● Aim of the exercise: One line at a time, check the entries below for the word "Mourão", and copy each line that has it.
(Data supplied Opens)
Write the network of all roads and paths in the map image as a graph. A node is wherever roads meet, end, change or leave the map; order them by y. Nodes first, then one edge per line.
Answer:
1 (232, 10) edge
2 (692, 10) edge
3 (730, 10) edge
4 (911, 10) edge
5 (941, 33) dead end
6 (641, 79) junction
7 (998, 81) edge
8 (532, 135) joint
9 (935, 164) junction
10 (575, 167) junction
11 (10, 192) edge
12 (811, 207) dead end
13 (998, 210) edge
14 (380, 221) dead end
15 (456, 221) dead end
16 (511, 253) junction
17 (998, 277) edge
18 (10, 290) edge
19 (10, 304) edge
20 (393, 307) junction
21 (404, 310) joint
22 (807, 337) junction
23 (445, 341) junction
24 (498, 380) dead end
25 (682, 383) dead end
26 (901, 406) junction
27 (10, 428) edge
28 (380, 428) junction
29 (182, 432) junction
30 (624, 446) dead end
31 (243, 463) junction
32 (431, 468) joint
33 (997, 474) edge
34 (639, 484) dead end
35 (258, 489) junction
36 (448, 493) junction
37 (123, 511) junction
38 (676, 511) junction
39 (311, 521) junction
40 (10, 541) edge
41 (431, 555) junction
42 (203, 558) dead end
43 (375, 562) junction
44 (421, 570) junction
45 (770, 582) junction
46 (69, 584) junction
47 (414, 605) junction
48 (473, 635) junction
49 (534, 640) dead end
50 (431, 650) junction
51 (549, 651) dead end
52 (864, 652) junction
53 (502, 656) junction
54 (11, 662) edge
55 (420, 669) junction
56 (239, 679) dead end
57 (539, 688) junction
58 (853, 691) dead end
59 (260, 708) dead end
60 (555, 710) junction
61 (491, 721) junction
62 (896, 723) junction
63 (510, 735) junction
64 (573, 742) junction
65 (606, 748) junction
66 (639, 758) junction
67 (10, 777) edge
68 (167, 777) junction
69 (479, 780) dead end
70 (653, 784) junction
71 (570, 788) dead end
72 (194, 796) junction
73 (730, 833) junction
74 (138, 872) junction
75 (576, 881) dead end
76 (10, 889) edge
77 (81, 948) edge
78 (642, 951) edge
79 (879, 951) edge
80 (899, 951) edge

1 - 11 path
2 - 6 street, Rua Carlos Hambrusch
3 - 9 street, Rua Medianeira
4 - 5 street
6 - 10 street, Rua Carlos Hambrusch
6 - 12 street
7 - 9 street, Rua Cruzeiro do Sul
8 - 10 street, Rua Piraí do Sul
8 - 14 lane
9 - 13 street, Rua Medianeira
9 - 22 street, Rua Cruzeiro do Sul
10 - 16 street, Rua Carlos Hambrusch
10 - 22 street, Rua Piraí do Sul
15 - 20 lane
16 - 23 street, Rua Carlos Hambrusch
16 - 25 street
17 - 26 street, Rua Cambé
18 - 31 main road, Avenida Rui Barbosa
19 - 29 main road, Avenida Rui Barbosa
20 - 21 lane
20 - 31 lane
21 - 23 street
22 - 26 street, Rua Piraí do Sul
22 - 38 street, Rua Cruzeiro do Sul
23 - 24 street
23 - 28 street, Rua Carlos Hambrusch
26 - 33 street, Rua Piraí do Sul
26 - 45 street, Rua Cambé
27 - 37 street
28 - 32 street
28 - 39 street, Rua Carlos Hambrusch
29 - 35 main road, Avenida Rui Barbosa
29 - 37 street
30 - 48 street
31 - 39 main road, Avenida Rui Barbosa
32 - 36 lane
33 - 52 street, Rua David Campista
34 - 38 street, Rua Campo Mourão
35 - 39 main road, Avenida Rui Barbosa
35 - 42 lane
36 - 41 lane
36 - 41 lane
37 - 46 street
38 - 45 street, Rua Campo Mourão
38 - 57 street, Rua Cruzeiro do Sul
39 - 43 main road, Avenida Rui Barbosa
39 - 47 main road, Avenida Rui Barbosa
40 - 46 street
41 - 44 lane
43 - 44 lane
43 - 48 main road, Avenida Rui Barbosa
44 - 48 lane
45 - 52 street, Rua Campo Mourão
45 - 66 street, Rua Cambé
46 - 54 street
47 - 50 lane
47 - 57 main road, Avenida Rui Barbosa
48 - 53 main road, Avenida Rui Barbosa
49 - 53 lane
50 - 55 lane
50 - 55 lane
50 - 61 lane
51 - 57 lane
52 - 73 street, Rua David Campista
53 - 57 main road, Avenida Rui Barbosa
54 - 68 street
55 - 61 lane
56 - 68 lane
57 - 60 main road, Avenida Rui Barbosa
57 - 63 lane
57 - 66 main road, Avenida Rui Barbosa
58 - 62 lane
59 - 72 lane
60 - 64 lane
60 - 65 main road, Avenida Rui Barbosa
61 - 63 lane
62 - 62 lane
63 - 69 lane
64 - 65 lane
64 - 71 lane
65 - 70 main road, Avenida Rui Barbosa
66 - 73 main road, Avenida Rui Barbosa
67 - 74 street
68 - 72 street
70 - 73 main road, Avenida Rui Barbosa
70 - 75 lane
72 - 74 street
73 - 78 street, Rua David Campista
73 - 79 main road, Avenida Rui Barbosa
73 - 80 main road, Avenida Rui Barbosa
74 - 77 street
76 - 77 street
(Data supplied Closes)
● Problem solution:
34 - 38 street, Rua Campo Mourão
38 - 45 street, Rua Campo Mourão
45 - 52 street, Rua Campo Mourão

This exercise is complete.